No matter, Charlie Day discovers that he can “drift” with the Kaijus, a process for which all he requires is a functioning Kaiju brain. How to extract a living brain from a thing you have to kill in order for it to hold still? That’s easy, because the Kaijus actually have TWO brains. They’re so big they need another brain to control their whole mass, you see, a phenomenon Charlie Day hurriedly shouts at us as if we were already supposed to have known. So anyway, Charlie Day goes Kaiju drifting and discovers all of the aliens’ evil plans. Remember Brent Spiner in Independence Day? Yeah, it’s like that. But hey, at least there’s an opportunity to blow up an alien portal to Earth, I haven’t seen that in a movie lately.
I honestly wonder if this movie would’ve been better if the Jaegers were controlled remotely, or via artificial intelligence. Then there at least would’ve been the opportunity to give the robots some personality through character design, in a Wall E sort of situation. As it is, we’re supposed to care about the humans inside the robots, and aside from the fact that they’re all dumb clichés with no recognizable humanity, it’s hard to tell how any of their personal attributes are manifested in anything the robots are doing. And thus, all the fight scenes feel like Guillermo Del Toro with a robot puppet on one hand and a Godzilla puppet on the other smashing his hands together while making explosion sounds with his mouth. Actually, I would’ve rather watched that. At least then we’d have this chubby redheaded Mexican with boundless enthusiasm character to care about.
Some of his dolls are cool looking, and the fights that take place out in space or underwater are semi-enjoyable, because at least then we get a break from two big things noisily destroying another city. Congrats, CGI, you’ve mastered smashed-up buildings, now give it a rest. The choreography of fights was always more interesting than the scenery getting smashed, and that’s all but missing here.

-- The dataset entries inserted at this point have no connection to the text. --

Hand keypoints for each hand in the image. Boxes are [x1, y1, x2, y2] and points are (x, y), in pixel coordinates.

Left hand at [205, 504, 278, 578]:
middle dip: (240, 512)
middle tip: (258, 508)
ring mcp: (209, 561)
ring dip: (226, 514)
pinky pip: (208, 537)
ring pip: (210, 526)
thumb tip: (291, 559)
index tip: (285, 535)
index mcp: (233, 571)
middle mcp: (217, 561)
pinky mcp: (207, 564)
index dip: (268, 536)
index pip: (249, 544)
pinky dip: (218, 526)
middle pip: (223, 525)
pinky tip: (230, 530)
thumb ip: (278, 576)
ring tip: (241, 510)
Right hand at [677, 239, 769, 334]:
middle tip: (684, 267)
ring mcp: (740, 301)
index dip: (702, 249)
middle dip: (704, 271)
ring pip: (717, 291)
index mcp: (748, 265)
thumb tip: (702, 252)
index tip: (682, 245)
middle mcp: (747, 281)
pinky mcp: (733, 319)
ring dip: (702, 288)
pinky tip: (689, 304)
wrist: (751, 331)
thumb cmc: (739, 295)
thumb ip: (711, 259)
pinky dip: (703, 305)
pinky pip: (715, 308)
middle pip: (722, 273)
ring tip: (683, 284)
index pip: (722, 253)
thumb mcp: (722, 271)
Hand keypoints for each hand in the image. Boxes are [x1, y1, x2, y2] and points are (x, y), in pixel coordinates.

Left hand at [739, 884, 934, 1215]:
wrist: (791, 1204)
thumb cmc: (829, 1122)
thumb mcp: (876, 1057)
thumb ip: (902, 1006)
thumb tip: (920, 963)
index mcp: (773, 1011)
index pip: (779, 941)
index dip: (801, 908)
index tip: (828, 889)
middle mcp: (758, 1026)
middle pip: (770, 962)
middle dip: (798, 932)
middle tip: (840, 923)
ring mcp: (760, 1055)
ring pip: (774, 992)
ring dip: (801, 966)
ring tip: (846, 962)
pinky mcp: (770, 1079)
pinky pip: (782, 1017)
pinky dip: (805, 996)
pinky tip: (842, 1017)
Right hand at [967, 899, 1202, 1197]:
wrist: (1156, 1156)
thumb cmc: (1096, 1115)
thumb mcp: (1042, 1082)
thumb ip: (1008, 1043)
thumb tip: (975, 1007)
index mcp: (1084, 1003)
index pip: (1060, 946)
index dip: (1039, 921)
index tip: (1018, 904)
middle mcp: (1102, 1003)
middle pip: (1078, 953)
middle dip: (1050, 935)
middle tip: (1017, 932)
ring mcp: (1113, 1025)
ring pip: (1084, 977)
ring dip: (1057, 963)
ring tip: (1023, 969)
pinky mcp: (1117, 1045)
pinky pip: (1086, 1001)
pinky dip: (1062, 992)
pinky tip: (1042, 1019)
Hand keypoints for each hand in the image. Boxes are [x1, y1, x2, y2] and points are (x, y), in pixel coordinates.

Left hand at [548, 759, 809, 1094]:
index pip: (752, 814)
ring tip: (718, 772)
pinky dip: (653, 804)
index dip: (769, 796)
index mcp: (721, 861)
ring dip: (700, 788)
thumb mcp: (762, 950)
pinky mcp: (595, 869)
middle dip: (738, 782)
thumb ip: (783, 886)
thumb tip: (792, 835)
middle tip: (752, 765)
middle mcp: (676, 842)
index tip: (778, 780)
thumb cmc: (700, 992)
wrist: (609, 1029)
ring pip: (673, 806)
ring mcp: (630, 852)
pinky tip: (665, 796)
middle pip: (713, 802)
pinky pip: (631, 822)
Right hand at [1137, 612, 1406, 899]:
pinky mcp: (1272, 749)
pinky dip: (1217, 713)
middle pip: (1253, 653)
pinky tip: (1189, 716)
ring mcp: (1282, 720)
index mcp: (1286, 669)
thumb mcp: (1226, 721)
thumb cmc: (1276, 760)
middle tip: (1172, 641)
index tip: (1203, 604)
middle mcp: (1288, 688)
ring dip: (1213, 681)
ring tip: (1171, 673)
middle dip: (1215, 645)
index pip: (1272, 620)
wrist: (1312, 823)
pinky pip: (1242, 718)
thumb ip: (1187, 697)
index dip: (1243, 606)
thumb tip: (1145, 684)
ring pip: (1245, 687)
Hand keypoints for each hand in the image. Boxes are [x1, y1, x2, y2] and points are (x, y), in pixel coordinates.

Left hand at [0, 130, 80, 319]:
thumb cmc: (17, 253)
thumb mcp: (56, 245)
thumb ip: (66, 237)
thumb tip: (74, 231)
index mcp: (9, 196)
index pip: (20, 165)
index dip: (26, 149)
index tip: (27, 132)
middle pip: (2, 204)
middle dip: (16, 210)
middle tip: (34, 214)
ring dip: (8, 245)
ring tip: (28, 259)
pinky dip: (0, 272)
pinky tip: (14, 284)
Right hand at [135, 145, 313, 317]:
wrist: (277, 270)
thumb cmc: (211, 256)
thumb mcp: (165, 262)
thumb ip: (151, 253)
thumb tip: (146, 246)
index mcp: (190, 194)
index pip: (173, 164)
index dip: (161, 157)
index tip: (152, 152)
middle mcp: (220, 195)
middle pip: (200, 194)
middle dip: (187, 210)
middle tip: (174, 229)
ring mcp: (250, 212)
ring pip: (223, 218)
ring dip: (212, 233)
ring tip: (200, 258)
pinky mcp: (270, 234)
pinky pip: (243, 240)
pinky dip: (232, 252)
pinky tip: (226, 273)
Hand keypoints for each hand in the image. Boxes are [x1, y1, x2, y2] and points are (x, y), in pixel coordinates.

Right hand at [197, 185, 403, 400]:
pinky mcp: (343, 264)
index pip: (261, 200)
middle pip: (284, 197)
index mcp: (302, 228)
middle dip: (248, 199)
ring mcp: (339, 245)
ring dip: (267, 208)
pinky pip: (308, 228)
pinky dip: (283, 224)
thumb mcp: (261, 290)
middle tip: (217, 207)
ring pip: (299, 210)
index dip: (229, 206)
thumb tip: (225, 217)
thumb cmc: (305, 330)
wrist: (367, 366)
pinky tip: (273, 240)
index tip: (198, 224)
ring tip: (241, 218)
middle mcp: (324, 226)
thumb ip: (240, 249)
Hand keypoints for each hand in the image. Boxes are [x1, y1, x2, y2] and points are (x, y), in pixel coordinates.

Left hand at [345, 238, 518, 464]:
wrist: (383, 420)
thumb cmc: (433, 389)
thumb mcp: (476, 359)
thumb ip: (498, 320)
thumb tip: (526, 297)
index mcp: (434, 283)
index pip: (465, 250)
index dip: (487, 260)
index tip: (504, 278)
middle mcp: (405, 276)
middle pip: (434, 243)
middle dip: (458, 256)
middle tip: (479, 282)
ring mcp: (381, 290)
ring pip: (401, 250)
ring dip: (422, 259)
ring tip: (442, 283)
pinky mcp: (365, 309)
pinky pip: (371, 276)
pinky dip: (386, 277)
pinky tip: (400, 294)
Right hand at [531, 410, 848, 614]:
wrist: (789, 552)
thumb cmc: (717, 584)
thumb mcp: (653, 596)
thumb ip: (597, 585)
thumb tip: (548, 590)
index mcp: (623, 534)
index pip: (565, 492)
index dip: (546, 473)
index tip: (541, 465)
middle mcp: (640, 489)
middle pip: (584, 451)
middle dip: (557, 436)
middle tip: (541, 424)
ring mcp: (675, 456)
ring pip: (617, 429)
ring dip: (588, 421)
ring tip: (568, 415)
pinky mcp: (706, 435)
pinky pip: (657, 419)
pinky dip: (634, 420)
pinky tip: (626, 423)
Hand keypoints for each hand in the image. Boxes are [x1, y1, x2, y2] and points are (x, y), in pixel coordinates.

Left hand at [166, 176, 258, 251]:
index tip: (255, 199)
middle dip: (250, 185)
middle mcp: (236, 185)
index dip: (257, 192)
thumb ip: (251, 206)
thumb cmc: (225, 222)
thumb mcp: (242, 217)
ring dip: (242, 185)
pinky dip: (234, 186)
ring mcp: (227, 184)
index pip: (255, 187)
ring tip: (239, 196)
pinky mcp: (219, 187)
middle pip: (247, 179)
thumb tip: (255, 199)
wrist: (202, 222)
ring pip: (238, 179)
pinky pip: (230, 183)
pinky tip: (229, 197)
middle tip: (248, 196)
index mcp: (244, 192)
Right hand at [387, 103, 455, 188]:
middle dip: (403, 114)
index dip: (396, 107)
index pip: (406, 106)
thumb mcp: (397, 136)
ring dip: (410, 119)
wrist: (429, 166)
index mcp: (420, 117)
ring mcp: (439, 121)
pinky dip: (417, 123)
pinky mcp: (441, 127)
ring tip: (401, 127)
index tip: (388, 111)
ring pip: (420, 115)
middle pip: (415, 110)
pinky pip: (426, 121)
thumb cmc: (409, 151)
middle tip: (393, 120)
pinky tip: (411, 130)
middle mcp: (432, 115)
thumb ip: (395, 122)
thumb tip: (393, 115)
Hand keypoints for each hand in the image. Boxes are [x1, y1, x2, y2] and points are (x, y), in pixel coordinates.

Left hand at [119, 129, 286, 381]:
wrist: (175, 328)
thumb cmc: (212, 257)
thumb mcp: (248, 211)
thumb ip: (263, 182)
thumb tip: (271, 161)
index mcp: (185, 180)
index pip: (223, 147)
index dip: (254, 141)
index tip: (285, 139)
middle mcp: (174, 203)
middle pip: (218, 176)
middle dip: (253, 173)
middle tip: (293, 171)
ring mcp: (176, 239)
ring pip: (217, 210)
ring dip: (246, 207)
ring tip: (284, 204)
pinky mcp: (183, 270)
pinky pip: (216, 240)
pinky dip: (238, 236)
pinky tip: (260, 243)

Our friend Laremy floated the question of whether Guillermo Del Toro actually understands the nuances of the English language. That he might not could explain how he could go from a brilliantly nuanced film like Pan’s Labyrinth to a ham-hoofed scrawl like Pacific Rim. Del Toro seems perfectly articulate in interviews, but Pacific Rim does kind of feel like Robot Jox meets Top Gun run through Google Translate.
I promise you, there are still some films opening this summer that will restore your faith in the magic of silly summer movies, but unless you have an extreme tolerance for horrible dialog and characters who look like Mike Tyson’s Punch Out stereotypes, it’s not this one. I am sorry, you guys. I wish it was different too. Now please, use the comments section to insult my mother.